> _LISTED ENTRIES_

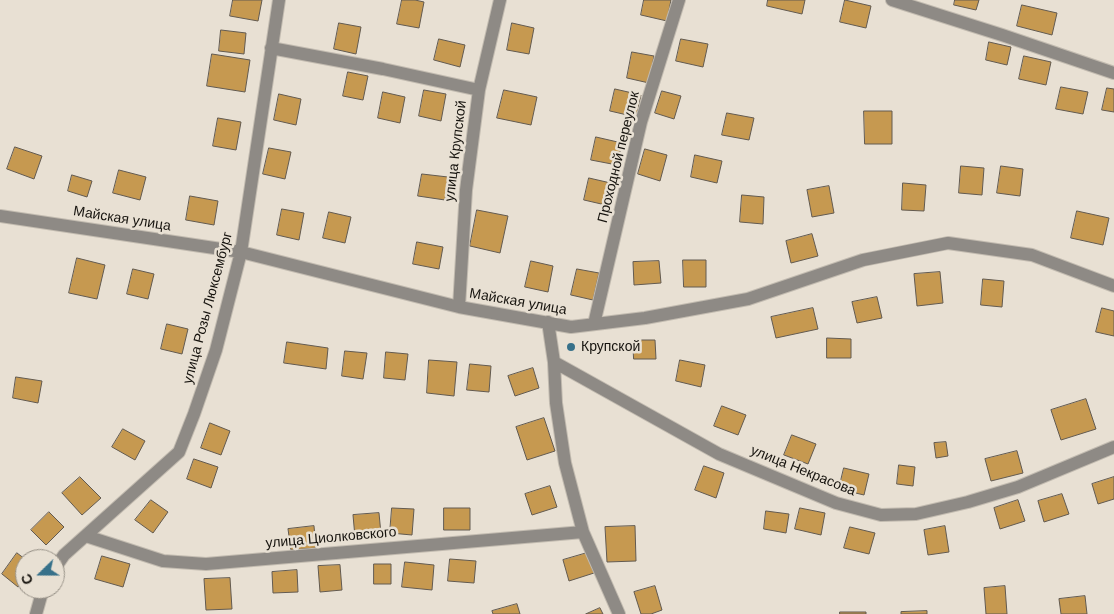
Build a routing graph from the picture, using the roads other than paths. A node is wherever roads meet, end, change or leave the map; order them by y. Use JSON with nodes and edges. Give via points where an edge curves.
{"nodes":[{"id":1,"x":279,"y":0,"type":"edge"},
{"id":2,"x":500,"y":0,"type":"edge"},
{"id":3,"x":679,"y":0,"type":"edge"},
{"id":4,"x":892,"y":0,"type":"edge"},
{"id":5,"x":271,"y":48,"type":"junction"},
{"id":6,"x":1114,"y":72,"type":"edge"},
{"id":7,"x":479,"y":90,"type":"junction"},
{"id":8,"x":0,"y":216,"type":"edge"},
{"id":9,"x":241,"y":252,"type":"junction"},
{"id":10,"x":1114,"y":286,"type":"edge"},
{"id":11,"x":459,"y":307,"type":"junction"},
{"id":12,"x":548,"y":322,"type":"junction"},
{"id":13,"x":594,"y":324,"type":"junction"},
{"id":14,"x":554,"y":362,"type":"junction"},
{"id":15,"x":1114,"y":447,"type":"edge"},
{"id":16,"x":583,"y":532,"type":"junction"},
{"id":17,"x":86,"y":536,"type":"junction"},
{"id":18,"x":65,"y":554,"type":"edge"},
{"id":19,"x":40,"y":599,"type":"edge"},
{"id":20,"x":36,"y":614,"type":"edge"},
{"id":21,"x":619,"y":614,"type":"edge"}],
"edges":[{"from":1,"to":5,"type":"street","name":"улица Розы Люксембург"},
{"from":2,"to":7,"type":"street","name":"улица Крупской"},
{"from":3,"to":13,"type":"street","name":"Проходной переулок","via":[[641,122]]},
{"from":4,"to":6,"type":"street"},
{"from":5,"to":7,"type":"street"},
{"from":5,"to":9,"type":"street","name":"улица Розы Люксембург"},
{"from":7,"to":11,"type":"street","name":"улица Крупской","via":[[466,190]]},
{"from":8,"to":9,"type":"street","name":"Майская улица"},
{"from":9,"to":11,"type":"street","name":"Майская улица"},
{"from":9,"to":17,"type":"street","name":"улица Розы Люксембург","via":[[216,350],[178,452]]},
{"from":10,"to":13,"type":"street","name":"Майская улица","via":[[1032,255],[948,243],[863,260],[748,299]]},
{"from":11,"to":12,"type":"street","name":"Майская улица"},
{"from":12,"to":13,"type":"street","name":"Майская улица","via":[[571,327]]},
{"from":12,"to":14,"type":"street"},
{"from":14,"to":15,"type":"street","name":"улица Некрасова","via":[[720,454],[836,503],[881,515],[916,514],[968,502],[1018,487]]},
{"from":14,"to":16,"type":"street","via":[[565,463]]},
{"from":16,"to":17,"type":"street","name":"улица Циолковского","via":[[206,564],[163,561]]},
{"from":16,"to":21,"type":"street"},
{"from":17,"to":18,"type":"street","name":"улица Розы Люксембург"},
{"from":19,"to":20,"type":"street"}]}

> _ABOUT THIS TASK_
Across the listing above, report every line where "Крупской" occurs.

> _TASK RESPONSE_
{"from":2,"to":7,"type":"street","name":"улица Крупской"},
{"from":7,"to":11,"type":"street","name":"улица Крупской","via":[[466,190]]},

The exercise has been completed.